-------- Given data --------

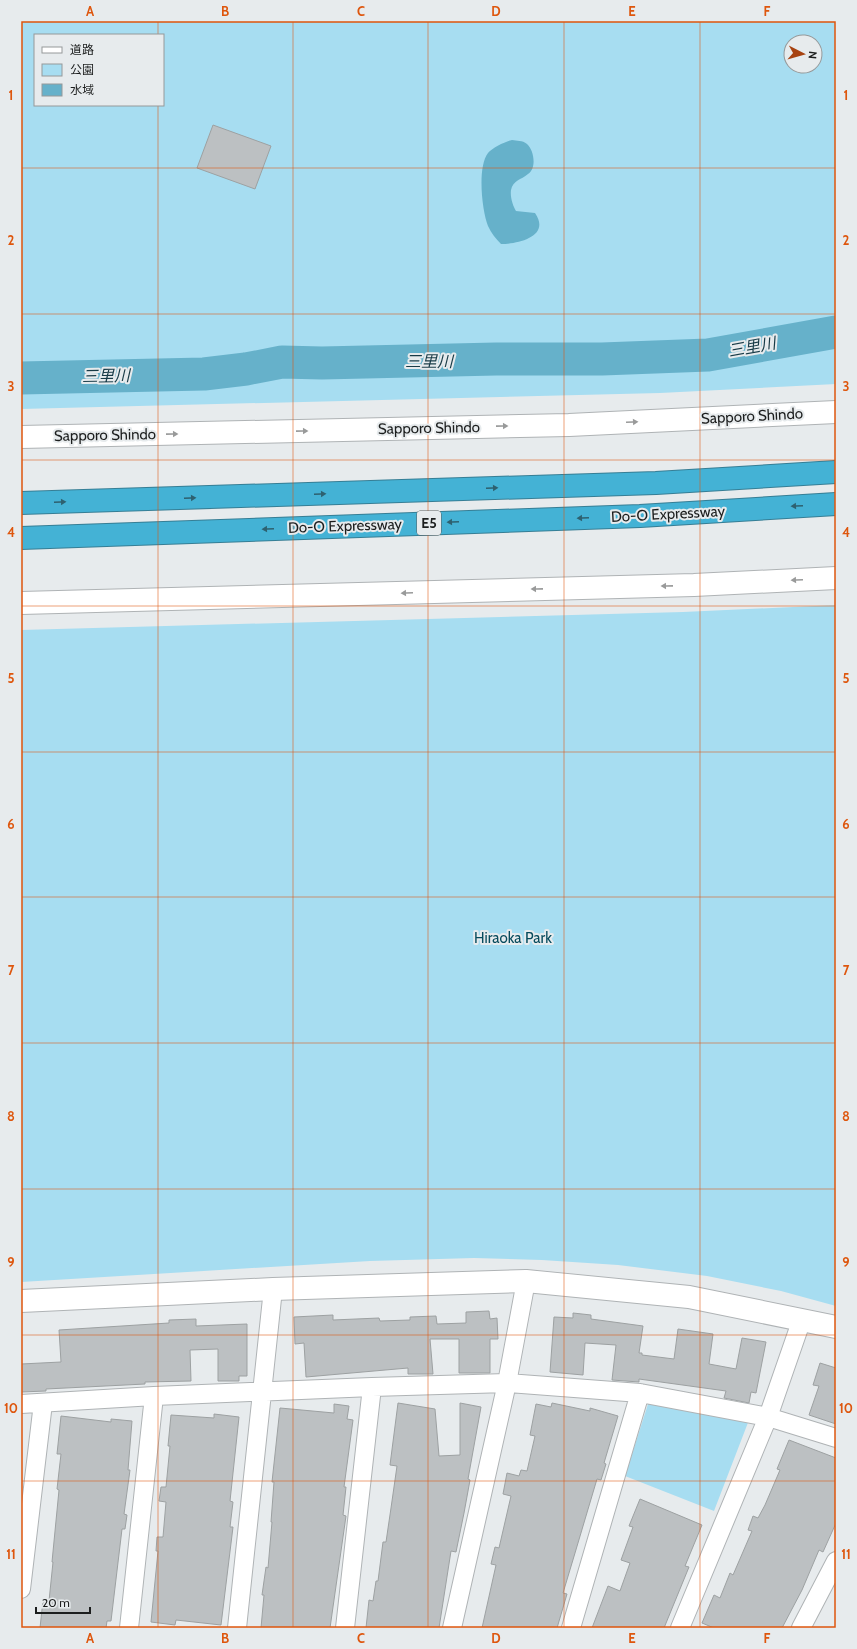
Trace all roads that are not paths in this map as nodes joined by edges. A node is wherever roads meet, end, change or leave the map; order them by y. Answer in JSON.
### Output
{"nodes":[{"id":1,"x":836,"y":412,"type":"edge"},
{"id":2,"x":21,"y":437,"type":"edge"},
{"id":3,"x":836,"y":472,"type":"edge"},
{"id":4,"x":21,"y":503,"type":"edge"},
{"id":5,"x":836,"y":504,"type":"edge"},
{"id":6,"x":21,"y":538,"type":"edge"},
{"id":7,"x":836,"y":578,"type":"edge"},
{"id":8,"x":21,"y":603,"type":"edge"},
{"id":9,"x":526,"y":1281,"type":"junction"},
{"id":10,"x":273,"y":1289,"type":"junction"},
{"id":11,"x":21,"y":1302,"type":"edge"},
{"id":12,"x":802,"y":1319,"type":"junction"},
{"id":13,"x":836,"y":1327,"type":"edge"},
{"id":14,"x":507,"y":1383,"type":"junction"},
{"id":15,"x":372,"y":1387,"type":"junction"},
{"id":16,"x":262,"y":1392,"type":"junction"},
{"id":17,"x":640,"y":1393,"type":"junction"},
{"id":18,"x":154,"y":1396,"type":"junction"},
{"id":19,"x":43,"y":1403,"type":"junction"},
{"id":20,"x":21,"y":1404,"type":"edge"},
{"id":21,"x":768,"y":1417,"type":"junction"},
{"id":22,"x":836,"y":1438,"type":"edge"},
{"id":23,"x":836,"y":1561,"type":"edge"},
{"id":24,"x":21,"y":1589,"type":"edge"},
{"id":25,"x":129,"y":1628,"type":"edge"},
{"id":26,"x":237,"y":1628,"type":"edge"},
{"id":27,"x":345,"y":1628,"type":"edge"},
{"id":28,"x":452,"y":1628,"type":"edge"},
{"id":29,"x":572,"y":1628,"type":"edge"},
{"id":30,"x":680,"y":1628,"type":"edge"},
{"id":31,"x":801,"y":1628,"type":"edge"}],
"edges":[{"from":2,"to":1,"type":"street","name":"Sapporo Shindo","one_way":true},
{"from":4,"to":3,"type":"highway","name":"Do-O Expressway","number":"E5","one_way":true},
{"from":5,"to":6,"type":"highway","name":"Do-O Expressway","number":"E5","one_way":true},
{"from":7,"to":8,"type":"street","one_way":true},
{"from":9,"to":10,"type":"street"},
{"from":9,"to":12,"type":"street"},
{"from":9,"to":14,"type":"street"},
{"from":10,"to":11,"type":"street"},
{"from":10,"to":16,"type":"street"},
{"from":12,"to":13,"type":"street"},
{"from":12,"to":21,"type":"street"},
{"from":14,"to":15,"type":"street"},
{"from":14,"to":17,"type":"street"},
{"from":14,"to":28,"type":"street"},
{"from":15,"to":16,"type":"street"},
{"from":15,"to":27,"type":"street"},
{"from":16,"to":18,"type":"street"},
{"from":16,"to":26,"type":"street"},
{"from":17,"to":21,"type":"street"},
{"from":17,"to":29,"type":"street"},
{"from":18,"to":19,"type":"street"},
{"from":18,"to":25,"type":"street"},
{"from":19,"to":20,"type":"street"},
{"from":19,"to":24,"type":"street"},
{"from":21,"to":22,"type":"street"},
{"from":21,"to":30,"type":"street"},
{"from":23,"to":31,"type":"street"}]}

--------

The task: Looking at the entries above, count the lines that hold the string "number" and reply with the count alone.

Reply to the exercise: 2